• _INSTRUCTIONS TO FOLLOW_: Every line in the data below that has the word "Quail" should be returned.

** Opening MATERIAL SHOWN block **

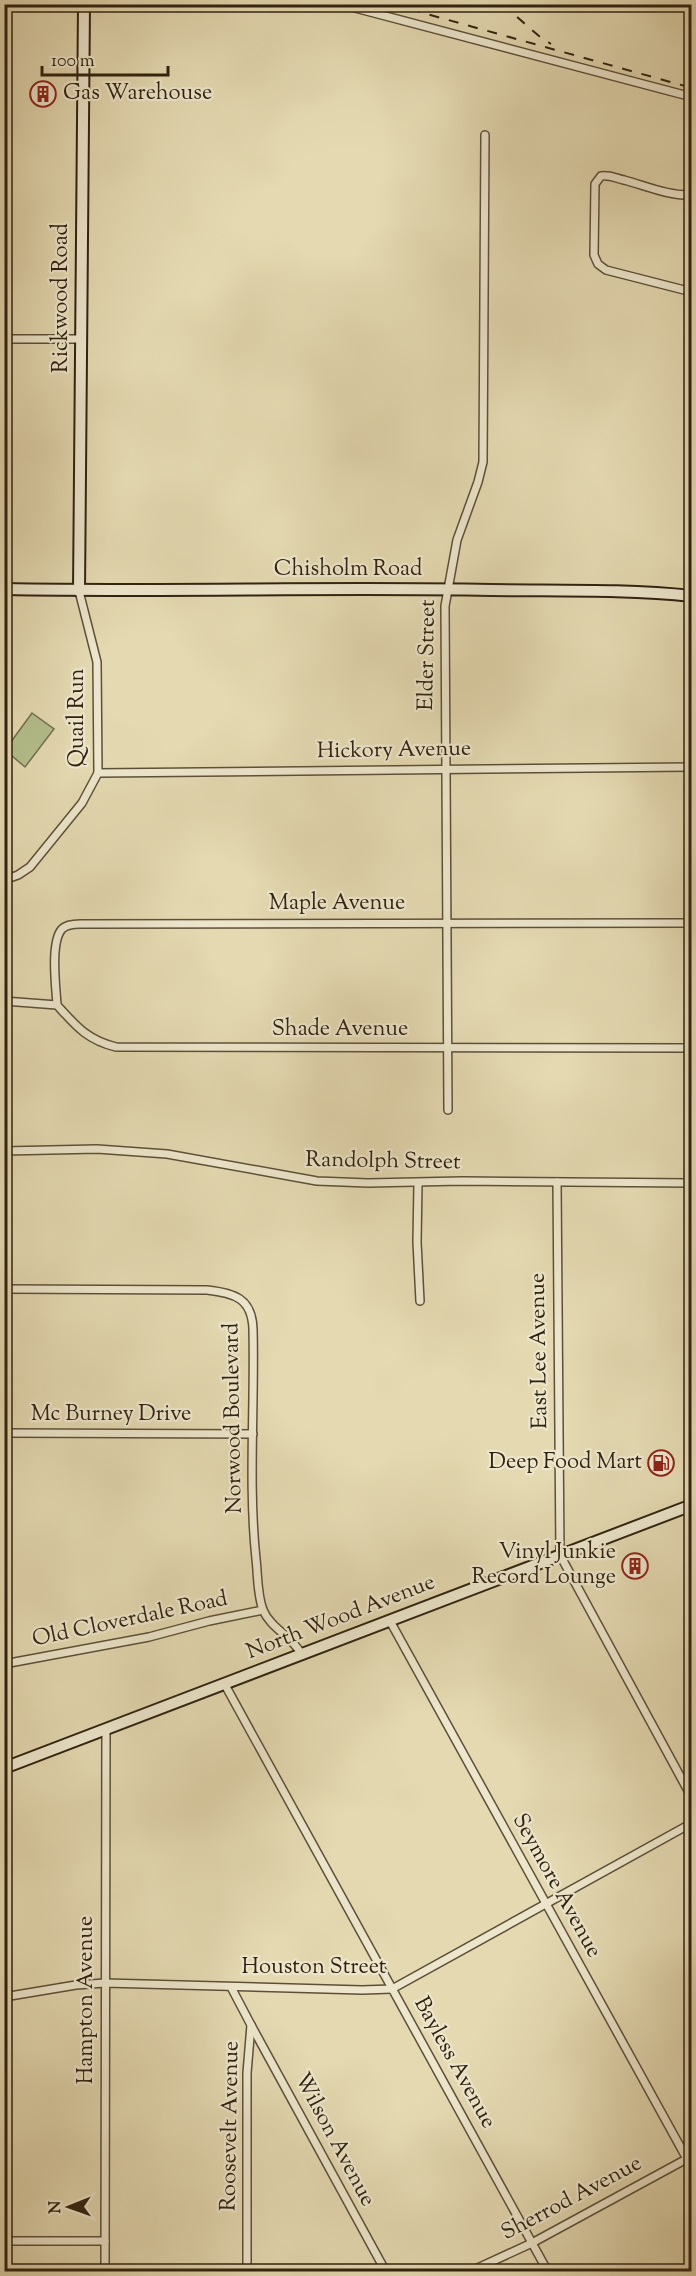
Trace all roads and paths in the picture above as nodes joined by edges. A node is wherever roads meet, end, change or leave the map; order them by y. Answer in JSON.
{"nodes":[{"id":1,"x":84,"y":4,"type":"edge"},
{"id":2,"x":340,"y":4,"type":"edge"},
{"id":3,"x":692,"y":97,"type":"edge"},
{"id":4,"x":485,"y":135,"type":"dead end"},
{"id":5,"x":692,"y":195,"type":"edge"},
{"id":6,"x":692,"y":292,"type":"edge"},
{"id":7,"x":4,"y":339,"type":"edge"},
{"id":8,"x":81,"y":339,"type":"junction"},
{"id":9,"x":4,"y":589,"type":"edge"},
{"id":10,"x":448,"y":589,"type":"junction"},
{"id":11,"x":79,"y":591,"type":"junction"},
{"id":12,"x":692,"y":596,"type":"edge"},
{"id":13,"x":692,"y":767,"type":"edge"},
{"id":14,"x":444,"y":768,"type":"junction"},
{"id":15,"x":98,"y":773,"type":"junction"},
{"id":16,"x":4,"y":880,"type":"edge"},
{"id":17,"x":445,"y":922,"type":"junction"},
{"id":18,"x":692,"y":923,"type":"edge"},
{"id":19,"x":4,"y":1001,"type":"edge"},
{"id":20,"x":57,"y":1005,"type":"junction"},
{"id":21,"x":447,"y":1048,"type":"junction"},
{"id":22,"x":692,"y":1048,"type":"edge"},
{"id":23,"x":448,"y":1110,"type":"dead end"},
{"id":24,"x":4,"y":1151,"type":"edge"},
{"id":25,"x":557,"y":1182,"type":"junction"},
{"id":26,"x":418,"y":1183,"type":"junction"},
{"id":27,"x":692,"y":1184,"type":"edge"},
{"id":28,"x":4,"y":1289,"type":"edge"},
{"id":29,"x":420,"y":1301,"type":"dead end"},
{"id":30,"x":4,"y":1433,"type":"edge"},
{"id":31,"x":253,"y":1434,"type":"junction"},
{"id":32,"x":692,"y":1505,"type":"edge"},
{"id":33,"x":561,"y":1555,"type":"junction"},
{"id":34,"x":263,"y":1610,"type":"junction"},
{"id":35,"x":390,"y":1620,"type":"junction"},
{"id":36,"x":302,"y":1654,"type":"junction"},
{"id":37,"x":4,"y":1664,"type":"edge"},
{"id":38,"x":224,"y":1683,"type":"junction"},
{"id":39,"x":106,"y":1729,"type":"junction"},
{"id":40,"x":4,"y":1768,"type":"edge"},
{"id":41,"x":692,"y":1798,"type":"edge"},
{"id":42,"x":692,"y":1823,"type":"edge"},
{"id":43,"x":546,"y":1904,"type":"junction"},
{"id":44,"x":105,"y":1983,"type":"junction"},
{"id":45,"x":231,"y":1986,"type":"junction"},
{"id":46,"x":392,"y":1989,"type":"junction"},
{"id":47,"x":4,"y":1997,"type":"edge"},
{"id":48,"x":252,"y":2025,"type":"junction"},
{"id":49,"x":689,"y":2157,"type":"edge"},
{"id":50,"x":692,"y":2168,"type":"edge"},
{"id":51,"x":4,"y":2241,"type":"edge"},
{"id":52,"x":105,"y":2241,"type":"junction"},
{"id":53,"x":532,"y":2243,"type":"junction"},
{"id":54,"x":105,"y":2271,"type":"edge"},
{"id":55,"x":247,"y":2271,"type":"edge"},
{"id":56,"x":386,"y":2271,"type":"edge"},
{"id":57,"x":469,"y":2271,"type":"edge"},
{"id":58,"x":548,"y":2271,"type":"edge"}],
"edges":[{"from":1,"to":8,"type":"main road","name":"Rickwood Road"},
{"from":2,"to":3,"type":"street"},
{"from":4,"to":10,"type":"street","name":"Elder Street"},
{"from":5,"to":6,"type":"street"},
{"from":7,"to":8,"type":"street"},
{"from":8,"to":11,"type":"main road","name":"Rickwood Road"},
{"from":9,"to":11,"type":"main road","name":"Chisholm Road"},
{"from":10,"to":11,"type":"main road","name":"Chisholm Road"},
{"from":10,"to":12,"type":"main road","name":"Chisholm Road"},
{"from":10,"to":14,"type":"street","name":"Elder Street"},
{"from":11,"to":15,"type":"street","name":"Quail Run"},
{"from":13,"to":14,"type":"street","name":"Hickory Avenue"},
{"from":14,"to":15,"type":"street","name":"Hickory Avenue"},
{"from":14,"to":17,"type":"street","name":"Elder Street"},
{"from":15,"to":16,"type":"street","name":"Quail Run"},
{"from":17,"to":18,"type":"street","name":"Maple Avenue"},
{"from":17,"to":20,"type":"street","name":"Maple Avenue"},
{"from":17,"to":21,"type":"street","name":"Elder Street"},
{"from":19,"to":20,"type":"street"},
{"from":20,"to":21,"type":"street","name":"Shade Avenue"},
{"from":21,"to":22,"type":"street","name":"Shade Avenue"},
{"from":21,"to":23,"type":"street","name":"Elder Street"},
{"from":24,"to":26,"type":"street","name":"Randolph Street"},
{"from":25,"to":26,"type":"street","name":"Randolph Street"},
{"from":25,"to":27,"type":"street","name":"Randolph Street"},
{"from":25,"to":33,"type":"street","name":"East Lee Avenue"},
{"from":26,"to":29,"type":"street"},
{"from":28,"to":31,"type":"street","name":"Norwood Boulevard"},
{"from":30,"to":31,"type":"street","name":"Mc Burney Drive"},
{"from":31,"to":34,"type":"street","name":"Norwood Boulevard"},
{"from":32,"to":33,"type":"main road","name":"North Wood Avenue"},
{"from":33,"to":35,"type":"main road","name":"North Wood Avenue"},
{"from":33,"to":41,"type":"street"},
{"from":34,"to":36,"type":"street"},
{"from":34,"to":37,"type":"street","name":"Old Cloverdale Road"},
{"from":35,"to":36,"type":"main road","name":"North Wood Avenue"},
{"from":35,"to":43,"type":"street","name":"Seymore Avenue"},
{"from":36,"to":38,"type":"main road","name":"North Wood Avenue"},
{"from":38,"to":39,"type":"main road","name":"North Wood Avenue"},
{"from":38,"to":46,"type":"street","name":"Bayless Avenue"},
{"from":39,"to":40,"type":"main road","name":"North Wood Avenue"},
{"from":39,"to":44,"type":"street","name":"Hampton Avenue"},
{"from":42,"to":43,"type":"street","name":"Houston Street"},
{"from":43,"to":46,"type":"street","name":"Houston Street"},
{"from":43,"to":49,"type":"street","name":"Seymore Avenue"},
{"from":44,"to":45,"type":"street","name":"Houston Street"},
{"from":44,"to":47,"type":"street","name":"Houston Street"},
{"from":44,"to":52,"type":"street","name":"Hampton Avenue"},
{"from":45,"to":46,"type":"street","name":"Houston Street"},
{"from":45,"to":48,"type":"street","name":"Roosevelt Avenue"},
{"from":46,"to":53,"type":"street","name":"Bayless Avenue"},
{"from":48,"to":55,"type":"street","name":"Roosevelt Avenue"},
{"from":48,"to":56,"type":"street","name":"Wilson Avenue"},
{"from":49,"to":50,"type":"street","name":"Seymore Avenue"},
{"from":49,"to":53,"type":"street","name":"Sherrod Avenue"},
{"from":51,"to":52,"type":"street"},
{"from":52,"to":54,"type":"street","name":"Hampton Avenue"},
{"from":53,"to":57,"type":"street","name":"Sherrod Avenue"},
{"from":53,"to":58,"type":"street","name":"Bayless Avenue"}]}
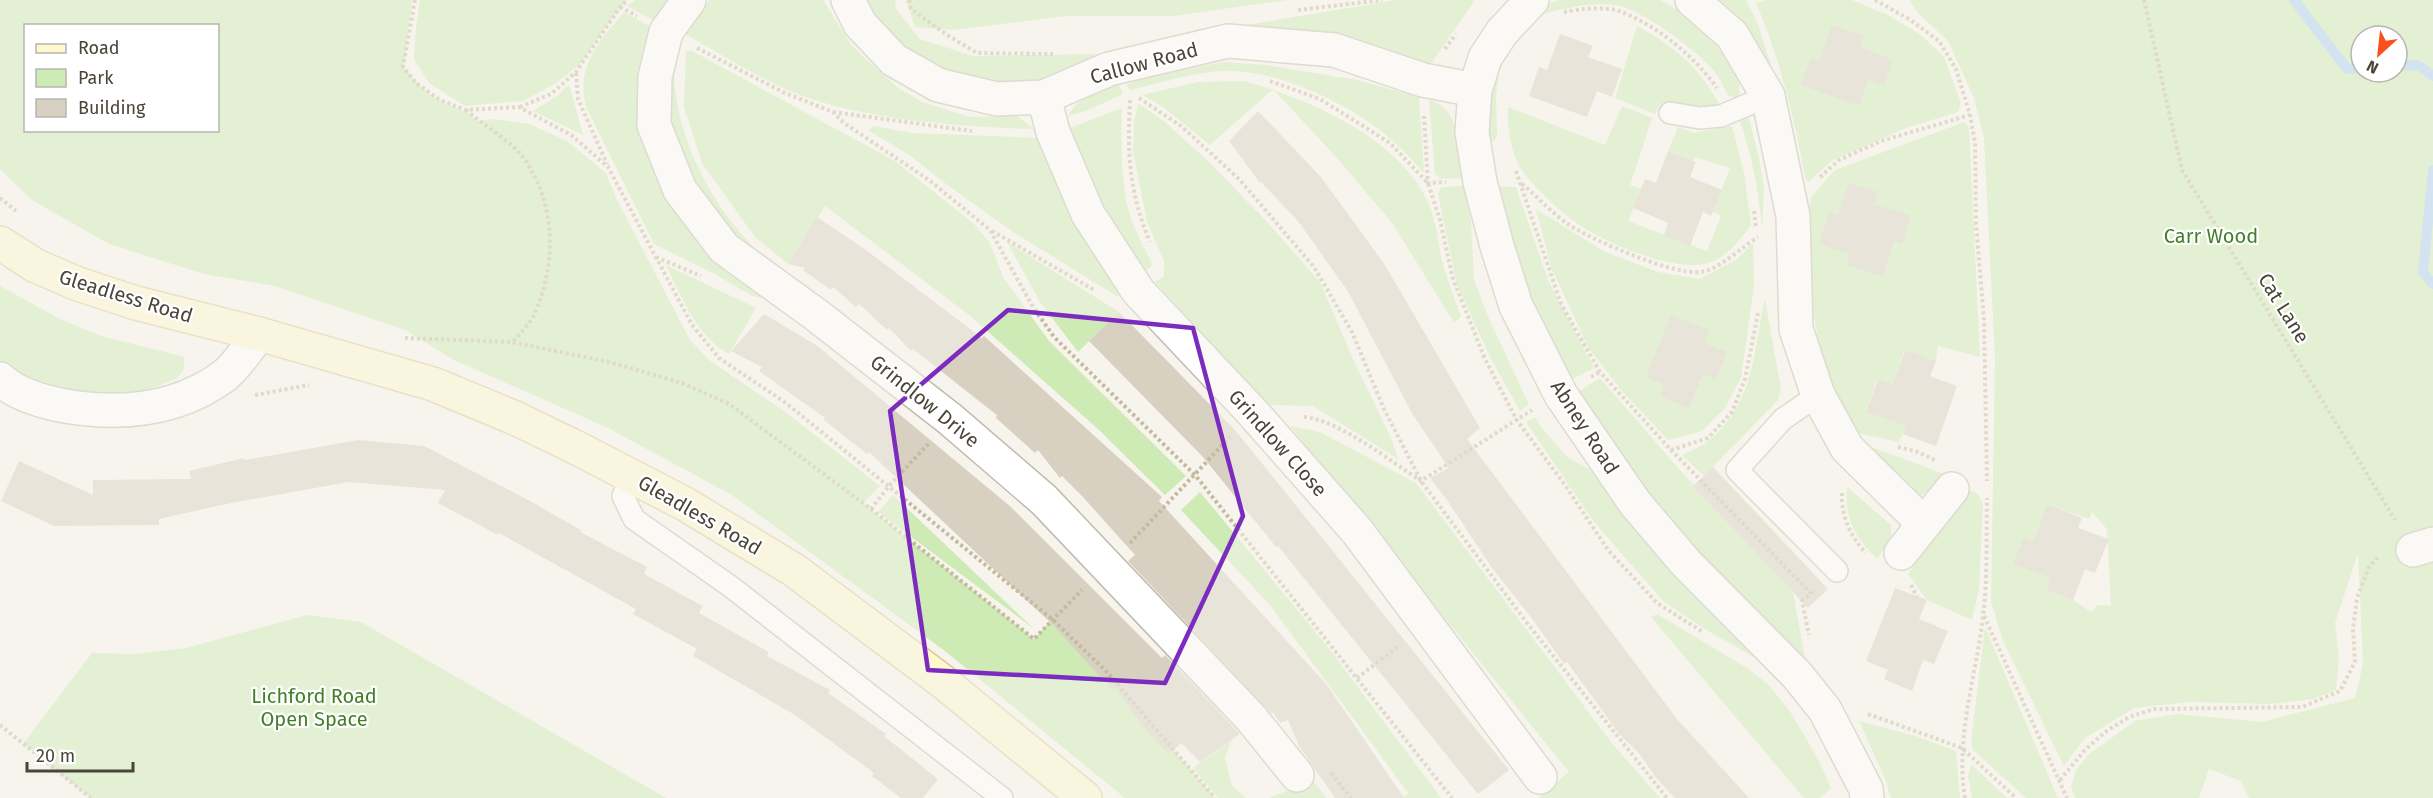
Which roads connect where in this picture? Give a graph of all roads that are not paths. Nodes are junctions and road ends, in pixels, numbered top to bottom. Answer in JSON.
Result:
{"nodes":[{"id":1,"x":689,"y":0,"type":"edge"},
{"id":2,"x":848,"y":0,"type":"edge"},
{"id":3,"x":1692,"y":0,"type":"edge"},
{"id":4,"x":1545,"y":7,"type":"edge"},
{"id":5,"x":1475,"y":90,"type":"junction"},
{"id":6,"x":1768,"y":96,"type":"junction"},
{"id":7,"x":1044,"y":97,"type":"junction"},
{"id":8,"x":1670,"y":113,"type":"dead end"},
{"id":9,"x":0,"y":243,"type":"edge"},
{"id":10,"x":259,"y":334,"type":"junction"},
{"id":11,"x":0,"y":379,"type":"edge"},
{"id":12,"x":1818,"y":395,"type":"junction"},
{"id":13,"x":1944,"y":475,"type":"road end"},
{"id":14,"x":632,"y":476,"type":"junction"},
{"id":15,"x":1924,"y":524,"type":"junction"},
{"id":16,"x":1894,"y":564,"type":"road end"},
{"id":17,"x":1837,"y":570,"type":"dead end"},
{"id":18,"x":1297,"y":775,"type":"dead end"},
{"id":19,"x":1540,"y":777,"type":"dead end"},
{"id":20,"x":1002,"y":798,"type":"edge"},
{"id":21,"x":1085,"y":798,"type":"edge"},
{"id":22,"x":1867,"y":798,"type":"edge"}],
"edges":[{"from":1,"to":18,"type":"street","name":"Grindlow Drive"},
{"from":2,"to":7,"type":"street","name":"Callow Road"},
{"from":3,"to":6,"type":"street"},
{"from":4,"to":5,"type":"street","name":"Abney Road"},
{"from":5,"to":7,"type":"street","name":"Callow Road"},
{"from":5,"to":22,"type":"street","name":"Abney Road"},
{"from":6,"to":8,"type":"lane"},
{"from":6,"to":12,"type":"street"},
{"from":7,"to":19,"type":"street","name":"Grindlow Close"},
{"from":9,"to":10,"type":"main road","name":"Gleadless Road"},
{"from":10,"to":11,"type":"street"},
{"from":10,"to":14,"type":"main road","name":"Gleadless Road"},
{"from":12,"to":15,"type":"street"},
{"from":12,"to":17,"type":"lane"},
{"from":13,"to":15,"type":"street"},
{"from":14,"to":20,"type":"lane"},
{"from":14,"to":21,"type":"main road","name":"Gleadless Road"},
{"from":15,"to":16,"type":"street"}]}
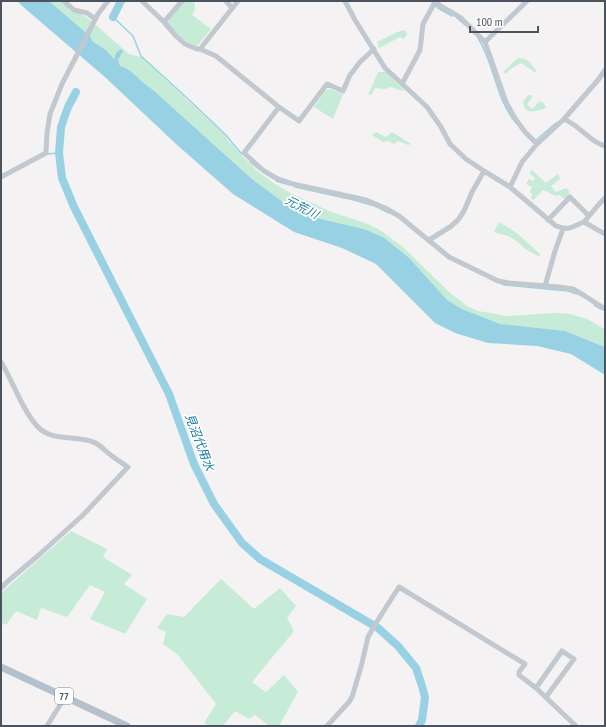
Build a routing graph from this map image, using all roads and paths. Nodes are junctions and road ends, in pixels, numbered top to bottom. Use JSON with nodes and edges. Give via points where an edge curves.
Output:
{"nodes":[{"id":1,"x":64,"y":1,"type":"edge"},
{"id":2,"x":108,"y":1,"type":"edge"},
{"id":3,"x":142,"y":1,"type":"edge"},
{"id":4,"x":182,"y":1,"type":"edge"},
{"id":5,"x":226,"y":1,"type":"edge"},
{"id":6,"x":238,"y":1,"type":"edge"},
{"id":7,"x":345,"y":1,"type":"edge"},
{"id":8,"x":527,"y":1,"type":"edge"},
{"id":9,"x":434,"y":2,"type":"edge"},
{"id":10,"x":232,"y":8,"type":"junction"},
{"id":11,"x":94,"y":21,"type":"junction"},
{"id":12,"x":164,"y":22,"type":"junction"},
{"id":13,"x":485,"y":42,"type":"junction"},
{"id":14,"x":200,"y":49,"type":"junction"},
{"id":15,"x":374,"y":49,"type":"junction"},
{"id":16,"x":605,"y":70,"type":"edge"},
{"id":17,"x":402,"y":84,"type":"junction"},
{"id":18,"x":279,"y":107,"type":"junction"},
{"id":19,"x":564,"y":119,"type":"junction"},
{"id":20,"x":537,"y":144,"type":"junction"},
{"id":21,"x":605,"y":146,"type":"edge"},
{"id":22,"x":484,"y":171,"type":"junction"},
{"id":23,"x":1,"y":177,"type":"edge"},
{"id":24,"x":510,"y":186,"type":"junction"},
{"id":25,"x":605,"y":198,"type":"edge"},
{"id":26,"x":589,"y":216,"type":"junction"},
{"id":27,"x":548,"y":220,"type":"junction"},
{"id":28,"x":584,"y":222,"type":"junction"},
{"id":29,"x":563,"y":229,"type":"junction"},
{"id":30,"x":605,"y":234,"type":"edge"},
{"id":31,"x":429,"y":240,"type":"junction"},
{"id":32,"x":545,"y":286,"type":"junction"},
{"id":33,"x":605,"y":309,"type":"edge"},
{"id":34,"x":1,"y":362,"type":"edge"},
{"id":35,"x":1,"y":588,"type":"edge"},
{"id":36,"x":1,"y":667,"type":"edge"},
{"id":37,"x":536,"y":688,"type":"junction"},
{"id":38,"x":64,"y":697,"type":"junction"},
{"id":39,"x":546,"y":697,"type":"junction"},
{"id":40,"x":47,"y":726,"type":"edge"},
{"id":41,"x":127,"y":726,"type":"edge"},
{"id":42,"x":328,"y":726,"type":"edge"},
{"id":43,"x":576,"y":726,"type":"edge"}],
"edges":[{"from":1,"to":11,"type":"street"},
{"from":2,"to":11,"type":"street"},
{"from":3,"to":12,"type":"street"},
{"from":4,"to":12,"type":"street"},
{"from":5,"to":10,"type":"street"},
{"from":6,"to":10,"type":"street"},
{"from":7,"to":15,"type":"street"},
{"from":8,"to":13,"type":"street"},
{"from":9,"to":13,"type":"street","via":[[462,18]]},
{"from":9,"to":17,"type":"street","via":[[424,24],[420,50]]},
{"from":10,"to":14,"type":"street"},
{"from":11,"to":23,"type":"street","via":[[50,114],[46,153]]},
{"from":12,"to":14,"type":"street","via":[[185,44]]},
{"from":13,"to":20,"type":"street","via":[[506,102],[525,132]]},
{"from":14,"to":18,"type":"street","via":[[216,56]]},
{"from":15,"to":17,"type":"street","via":[[385,68]]},
{"from":15,"to":18,"type":"street","via":[[350,75],[343,91],[327,84],[299,121]]},
{"from":16,"to":19,"type":"street"},
{"from":17,"to":22,"type":"street","via":[[427,108],[450,144]]},
{"from":18,"to":31,"type":"street","via":[[244,153],[254,163],[276,178],[293,184],[366,200],[385,208]]},
{"from":19,"to":20,"type":"street"},
{"from":19,"to":21,"type":"street","via":[[598,144]]},
{"from":20,"to":24,"type":"street","via":[[522,162]]},
{"from":22,"to":24,"type":"street"},
{"from":22,"to":31,"type":"street","via":[[458,220]]},
{"from":24,"to":27,"type":"street"},
{"from":25,"to":26,"type":"street"},
{"from":26,"to":27,"type":"street","via":[[570,197]]},
{"from":26,"to":28,"type":"street"},
{"from":27,"to":29,"type":"street"},
{"from":28,"to":29,"type":"street","via":[[570,229]]},
{"from":28,"to":30,"type":"street"},
{"from":29,"to":32,"type":"street"},
{"from":31,"to":32,"type":"street","via":[[449,256],[498,280]]},
{"from":32,"to":33,"type":"street","via":[[573,289]]},
{"from":34,"to":35,"type":"street","via":[[19,398],[41,430],[50,435],[95,442],[128,467],[83,515]]},
{"from":36,"to":38,"type":"main road","number":"77"},
{"from":37,"to":39,"type":"street"},
{"from":37,"to":39,"type":"street","via":[[562,651],[574,659]]},
{"from":37,"to":42,"type":"street","via":[[519,675],[525,664],[399,587],[368,637],[352,697]]},
{"from":38,"to":40,"type":"street"},
{"from":38,"to":41,"type":"main road","number":"77"},
{"from":39,"to":43,"type":"street"}]}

** Closing MATERIAL SHOWN block **

• _SOLUTION TO THIS PROBLEM_:
{"from":11,"to":15,"type":"street","name":"Quail Run"},
{"from":15,"to":16,"type":"street","name":"Quail Run"},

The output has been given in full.